The film makes pertinent, provocative comments on vigilante justice, and the issues are never simplified in Aaron Guzikowski’s screenplay. Keller is fanatical, but we sense that he may have legitimate reasons for his suspicion of Alex. When he gets the neighboring couple involved in his torture plan, they are initially appalled but hesitant to stop him because they too sense that this may be the only way to save the children.

As Keller’s interrogation continues in scenes that are gruesome but never exploitative, Villeneuve frequently cuts away to follow the lead police detective (Jake Gyllenhaal), who is pursuing his own investigation that includes questioning Alex’s lonely aunt (Melissa Leo), whose troubled family history may have led her nephew astray. As the film weaves all the plot and character strands together, the vise tightens. There are some truly scary scenes as new suspects appear and the film twists its way to a dark, mordant conclusion. It’s worth remembering that Incendies, despite its Oscar nomination and excellent reviews, was essentially a high-class melodrama, and that’s the way that Prisoners should be viewed as well. And thanks to the efforts of an expert filmmaking team, it’s a smashingly effective melodrama.

Villeneuve enlisted brilliant cinematographer Roger Deakins, who captures the rainy, chilly atmosphere of this Pennsylvania community with visual eloquence. (Pennsylvania was convincingly recreated outside Atlanta.) The editing by Joel Cox and Gary D. Roach, two editors of many of Clint Eastwood’s recent movies, is also first-rate. Although the film runs two and a half hours, there doesn’t seem to be a wasted frame.
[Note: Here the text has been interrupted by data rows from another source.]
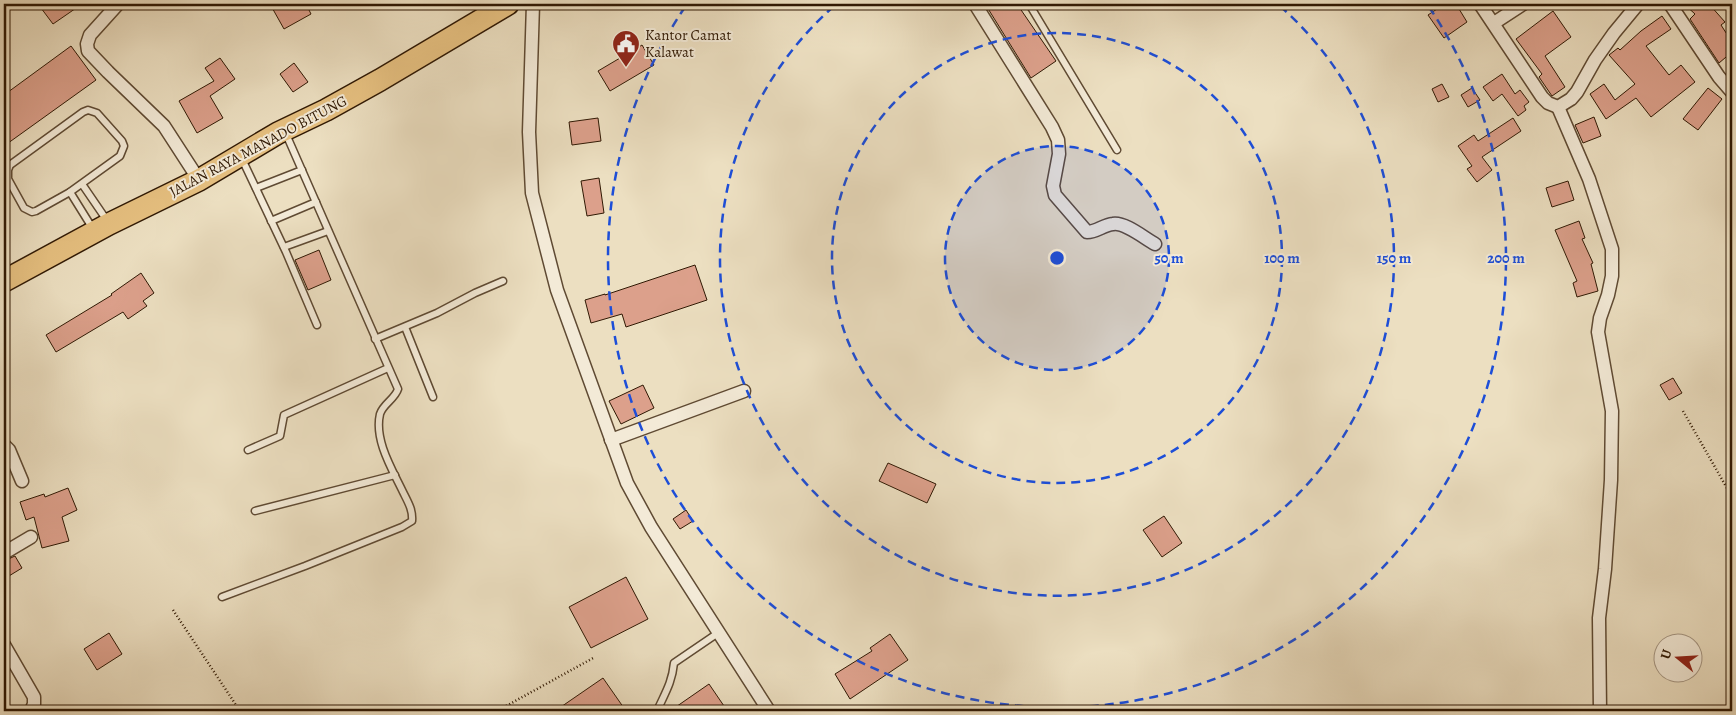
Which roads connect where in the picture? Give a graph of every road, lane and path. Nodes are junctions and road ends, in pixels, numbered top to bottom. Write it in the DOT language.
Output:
graph roads {
  1 [pos="118,4"];
  2 [pos="508,4"];
  3 [pos="532,4"];
  4 [pos="975,4"];
  5 [pos="1028,4"];
  6 [pos="1480,4"];
  7 [pos="1523,4"];
  8 [pos="1638,4"];
  9 [pos="1670,4"];
  10 [pos="1494,23"];
  11 [pos="1732,92"];
  12 [pos="1558,107"];
  13 [pos="284,130"];
  14 [pos="1117,150"];
  15 [pos="240,155"];
  16 [pos="302,170"];
  17 [pos="199,180"];
  18 [pos="82,184"];
  19 [pos="256,188"];
  20 [pos="70,192"];
  21 [pos="316,202"];
  22 [pos="271,221"];
  23 [pos="102,228"];
  24 [pos="328,231"];
  25 [pos="1155,244"];
  26 [pos="284,248"];
  27 [pos="4,280"];
  28 [pos="503,281"];
  29 [pos="316,326"];
  30 [pos="405,327"];
  31 [pos="376,339"];
  32 [pos="388,368"];
  33 [pos="744,391"];
  34 [pos="433,397"];
  35 [pos="1683,410"];
  36 [pos="611,440"];
  37 [pos="4,445"];
  38 [pos="248,450"];
  39 [pos="395,475"];
  40 [pos="22,481"];
  41 [pos="1732,497"];
  42 [pos="255,511"];
  43 [pos="31,537"];
  44 [pos="4,553"];
  45 [pos="222,597"];
  46 [pos="173,610"];
  47 [pos="718,633"];
  48 [pos="4,645"];
  49 [pos="595,657"];
  50 [pos="31,711"];
  51 [pos="240,711"];
  52 [pos="497,711"];
  53 [pos="657,711"];
  54 [pos="769,711"];
  55 [pos="1600,711"];
  1 -- 17 [label="street"];
  2 -- 13 [label="highway, JALAN RAYA MANADO BITUNG"];
  3 -- 36 [label="street"];
  4 -- 25 [label="street"];
  5 -- 14 [label="lane"];
  6 -- 10 [label="street"];
  7 -- 10 [label="street"];
  8 -- 12 [label="street"];
  9 -- 11 [label="street"];
  10 -- 12 [label="street"];
  12 -- 55 [label="street"];
  13 -- 15 [label="highway, JALAN RAYA MANADO BITUNG"];
  13 -- 16 [label="lane"];
  15 -- 17 [label="highway, JALAN RAYA MANADO BITUNG"];
  15 -- 19 [label="lane"];
  16 -- 19 [label="lane"];
  16 -- 21 [label="lane"];
  17 -- 23 [label="highway, JALAN RAYA MANADO BITUNG"];
  18 -- 20 [label="lane"];
  18 -- 20 [label="lane"];
  18 -- 23 [label="lane"];
  19 -- 22 [label="lane"];
  20 -- 23 [label="lane"];
  21 -- 22 [label="lane"];
  21 -- 24 [label="lane"];
  22 -- 26 [label="lane"];
  23 -- 27 [label="highway, JALAN RAYA MANADO BITUNG"];
  24 -- 26 [label="lane"];
  24 -- 31 [label="lane"];
  26 -- 29 [label="lane"];
  28 -- 30 [label="lane"];
  30 -- 31 [label="lane"];
  30 -- 34 [label="lane"];
  31 -- 32 [label="lane"];
  32 -- 38 [label="lane"];
  32 -- 39 [label="lane"];
  33 -- 36 [label="street"];
  35 -- 41 [label="path"];
  36 -- 47 [label="street"];
  37 -- 40 [label="street"];
  39 -- 42 [label="lane"];
  39 -- 45 [label="lane"];
  43 -- 44 [label="street"];
  46 -- 51 [label="path"];
  47 -- 53 [label="lane"];
  47 -- 54 [label="street"];
  48 -- 50 [label="street"];
  49 -- 52 [label="path"];
}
The performances also enrich the film. Jackman gives what may be the most intense and satisfying performance of his career. As the film progresses, we learn that Keller is a far more complex and tormented character than his first appearance as macho hunter suggested. A recovering alcoholic and less than perfect husband, he seems to be acting out these vigilante fantasies as a way of compensating for a deep-seated sense of inadequacy. Jackman illuminates the character’s conflicted nature without ever begging for sympathy. Gyllenhaal is also playing a troubled character, a suspicious loner who nonetheless has a strong desire to help people in need, and he wins our sympathy for this dogged detective without in any way idealizing the character. Howard and Davis are excellent, as always, though one flaw of the film is that they have too little to do in the second half of the story.

As the plot twists multiply and tension mounts, the film reaches a climax that is satisfying without being predictable. Special praise should go to the sound engineer for a shrewd touch in the very last scene that brings the story to an absolutely perfect conclusion. Prisoners can at times be a hard film to watch, but thanks to all the talent involved, it’s even harder to shake off.